Dtp Konvoyuna Saldırı İddiasının Ardından
İzmir'de, 2009 Kasım ayında DTP konvoyundaki kavga sırasında aralarında polis memurlarının da bulunduğu yayalara ve cankurtarana çarptığı iddiasıyla hakkında dava açılan sürücü İ
İzmir'de, 2009 Kasım ayında DTP konvoyundaki kavga sırasında aralarında polis memurlarının da bulunduğu yayalara ve cankurtarana çarptığı iddiasıyla hakkında dava açılan sürücü İ.D., ikinci duruşmada tutuksuz yargılanmak üzere serbest bırakıldı.

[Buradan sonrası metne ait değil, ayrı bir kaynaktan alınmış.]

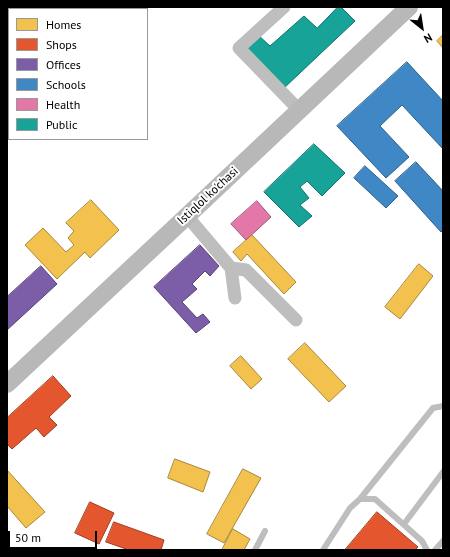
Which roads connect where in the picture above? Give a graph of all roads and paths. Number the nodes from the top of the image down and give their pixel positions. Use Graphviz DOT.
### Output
graph roads {
  1 [pos="284,7"];
  2 [pos="409,7"];
  3 [pos="269,12"];
  4 [pos="299,110"];
  5 [pos="187,216"];
  6 [pos="231,268"];
  7 [pos="234,298"];
  8 [pos="296,320"];
  9 [pos="7,384"];
  10 [pos="443,406"];
  11 [pos="443,472"];
  12 [pos="360,498"];
  13 [pos="404,524"];
  14 [pos="265,531"];
  15 [pos="443,541"];
  16 [pos="255,550"];
  17 [pos="323,550"];
  18 [pos="427,550"];
  19 [pos="435,550"];
  1 -- 3 [label="street"];
  2 -- 4 [label="main road, Istiqlol ko'chasi"];
  3 -- 4 [label="street"];
  4 -- 5 [label="main road, Istiqlol ko'chasi"];
  5 -- 6 [label="street"];
  5 -- 9 [label="main road, Istiqlol ko'chasi"];
  6 -- 7 [label="street"];
  6 -- 8 [label="street"];
  10 -- 12 [label="lane"];
  11 -- 13 [label="lane"];
  12 -- 13 [label="lane"];
  12 -- 17 [label="lane"];
  13 -- 18 [label="lane"];
  14 -- 16 [label="lane"];
  15 -- 19 [label="lane"];
}
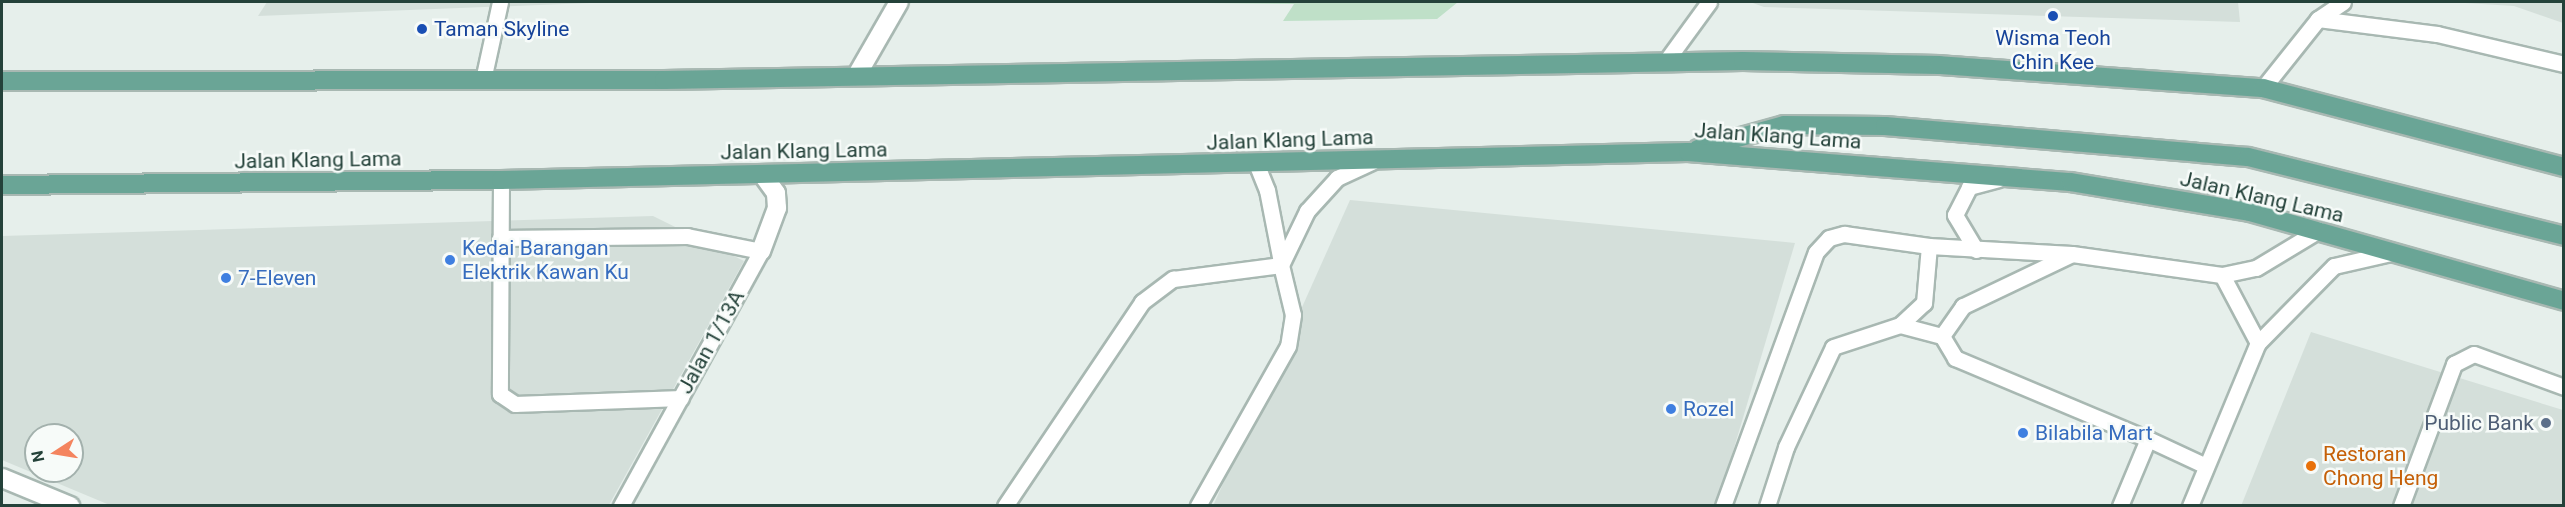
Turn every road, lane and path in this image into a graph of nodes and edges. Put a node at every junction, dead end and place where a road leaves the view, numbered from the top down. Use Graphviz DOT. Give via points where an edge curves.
graph roads {
  1 [pos="500,2"];
  2 [pos="899,2"];
  3 [pos="1709,2"];
  4 [pos="2343,2"];
  5 [pos="2318,19"];
  6 [pos="1666,61"];
  7 [pos="2564,64"];
  8 [pos="857,75"];
  9 [pos="483,80"];
  10 [pos="2,81"];
  11 [pos="2263,88"];
  12 [pos="1688,152"];
  13 [pos="1376,160"];
  14 [pos="1240,164"];
  15 [pos="2564,167"];
  16 [pos="763,175"];
  17 [pos="2008,176"];
  18 [pos="501,180"];
  19 [pos="2,185"];
  20 [pos="2319,230"];
  21 [pos="2564,236"];
  22 [pos="500,238"];
  23 [pos="1929,246"];
  24 [pos="1976,250"];
  25 [pos="761,251"];
  26 [pos="2395,252"];
  27 [pos="2072,254"];
  28 [pos="1281,264"];
  29 [pos="2222,275"];
  30 [pos="2564,301"];
  31 [pos="1900,325"];
  32 [pos="1942,336"];
  33 [pos="2258,343"];
  34 [pos="2564,387"];
  35 [pos="681,398"];
  36 [pos="2148,439"];
  37 [pos="2206,466"];
  38 [pos="2,478"];
  39 [pos="70,506"];
  40 [pos="621,506"];
  41 [pos="1005,506"];
  42 [pos="1198,506"];
  43 [pos="1723,506"];
  44 [pos="1767,506"];
  45 [pos="2120,506"];
  46 [pos="2190,506"];
  47 [pos="2401,506"];
  1 -- 9 [label="lane"];
  2 -- 8 [label="street"];
  3 -- 6 [label="lane"];
  4 -- 5 [label="lane"];
  5 -- 7 [label="lane" via="2438,34"];
  5 -- 11 [label="lane"];
  6 -- 8 [label="main road"];
  6 -- 11 [label="main road" via="1950,66"];
  8 -- 9 [label="main road"];
  9 -- 10 [label="main road"];
  11 -- 15 [label="main road"];
  12 -- 13 [label="main road, Jalan Klang Lama"];
  12 -- 17 [label="main road, Jalan Klang Lama"];
  12 -- 21 [label="main road" via="1784,125 1806,125 1999,134 2248,157"];
  13 -- 14 [label="main road, Jalan Klang Lama"];
  13 -- 28 [label="lane" via="1337,178 1307,211"];
  14 -- 16 [label="main road, Jalan Klang Lama"];
  14 -- 28 [label="lane" via="1256,163 1267,190"];
  16 -- 18 [label="main road, Jalan Klang Lama"];
  16 -- 25 [label="street, Jalan 1/13A" via="776,193 777,208"];
  17 -- 20 [label="main road, Jalan Klang Lama" via="2250,212"];
  17 -- 24 [label="lane" via="1969,187 1955,216"];
  18 -- 19 [label="main road, Jalan Klang Lama"];
  18 -- 22 [label="lane"];
  20 -- 26 [label="main road, Jalan Klang Lama"];
  20 -- 29 [label="lane" via="2256,268"];
  22 -- 25 [label="lane" via="687,236"];
  22 -- 35 [label="lane" via="498,384 506,402"];
  23 -- 24 [label="lane"];
  23 -- 31 [label="lane" via="1924,303"];
  23 -- 43 [label="lane" via="1844,234 1829,238 1816,252"];
  24 -- 27 [label="lane"];
  25 -- 35 [label="lane, Jalan 1/13A"];
  26 -- 30 [label="main road, Jalan Klang Lama"];
  26 -- 33 [label="lane" via="2334,266"];
  27 -- 29 [label="lane"];
  27 -- 32 [label="lane" via="1963,306"];
  28 -- 41 [label="lane" via="1173,279 1142,302"];
  28 -- 42 [label="lane" via="1293,315 1288,346"];
  29 -- 33 [label="lane"];
  31 -- 32 [label="lane"];
  31 -- 44 [label="lane" via="1833,347 1786,447"];
  32 -- 36 [label="lane" via="1955,358"];
  33 -- 37 [label="lane"];
  34 -- 47 [label="lane" via="2474,354 2454,364"];
  35 -- 40 [label="lane, Jalan 1/13A"];
  36 -- 37 [label="lane"];
  36 -- 45 [label="lane"];
  37 -- 46 [label="lane"];
  38 -- 39 [label="street"];
}
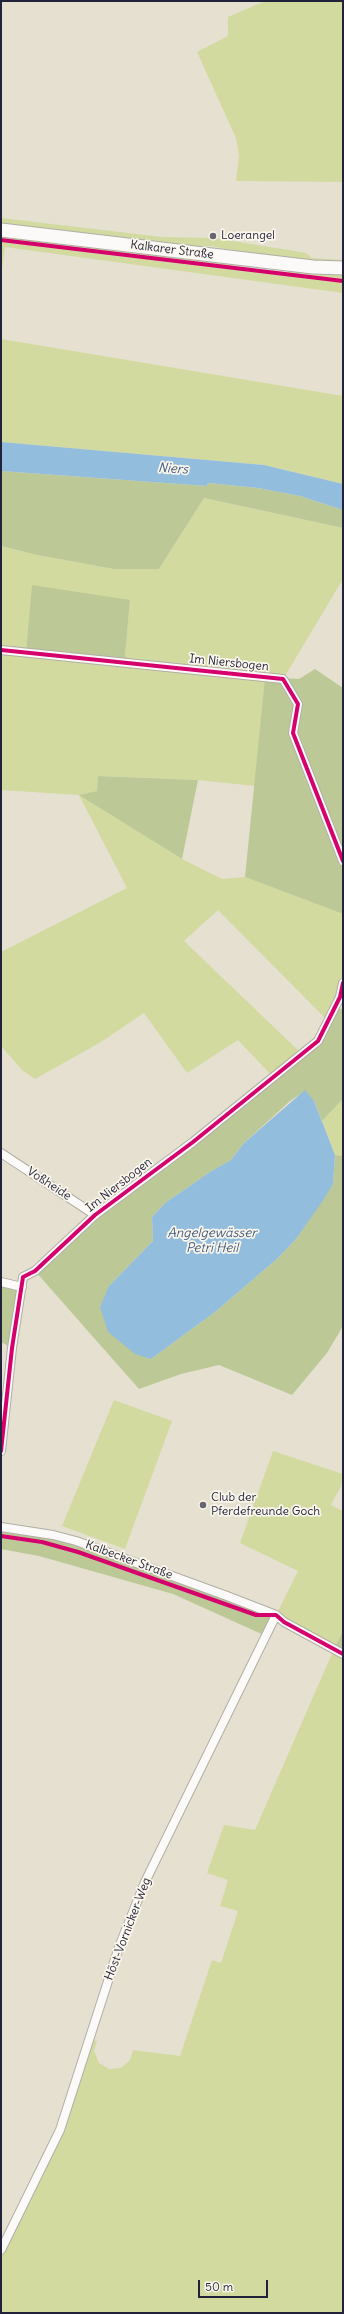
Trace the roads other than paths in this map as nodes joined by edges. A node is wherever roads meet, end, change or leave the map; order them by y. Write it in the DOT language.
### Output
graph roads {
  1 [pos="1,230"];
  2 [pos="343,268"];
  3 [pos="1,650"];
  4 [pos="343,860"];
  5 [pos="343,983"];
  6 [pos="1,1153"];
  7 [pos="95,1215"];
  8 [pos="1,1282"];
  9 [pos="22,1287"];
  10 [pos="1,1452"];
  11 [pos="1,1527"];
  12 [pos="276,1615"];
  13 [pos="343,1654"];
  14 [pos="1,2250"];
  1 -- 2 [label="main road, Kalkarer Straße"];
  3 -- 4 [label="street, Im Niersbogen"];
  5 -- 7 [label="street, Im Niersbogen"];
  6 -- 7 [label="street, Voßheide"];
  7 -- 9 [label="street, Im Niersbogen"];
  8 -- 9 [label="street"];
  9 -- 10 [label="street, Im Niersbogen"];
  11 -- 12 [label="street, Kalbecker Straße"];
  12 -- 13 [label="street, Kalbecker Straße"];
  12 -- 14 [label="street, Höst-Vornicker-Weg"];
}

İzmir 6. Asliye Ceza Mahkemesi'ndeki duruşmaya sanık İ.D. ile avukatlar ve şahitler katıldı. İ.D., daha önceki ifadesinde, 22 Kasım 2009'da kapatılan DTP'nin Genel Başkanı Ahmet Türk'ü karşılamak için eşi ve iki kız kardeşiyle birlikte arabasıyla havalimanına gittiğini belirterek, dönüşte bir grubun taşlı sopalı saldırısına maruz kaldıklarını, kurtulabilmek için panikle arabayı sürdüğünü ifade etmişti. İ.D.; kimseye kasıtlı olarak çarpmadığını belirterek "Herhangi bir kişiye çarptığımı da görmüş değilim.
Ambulansa çarptığımı televizyonda gördüm. Esnafım. Canavar mıyım ki tanımadığım birine veya aracına bilerek çarpayım?" diye konuştu.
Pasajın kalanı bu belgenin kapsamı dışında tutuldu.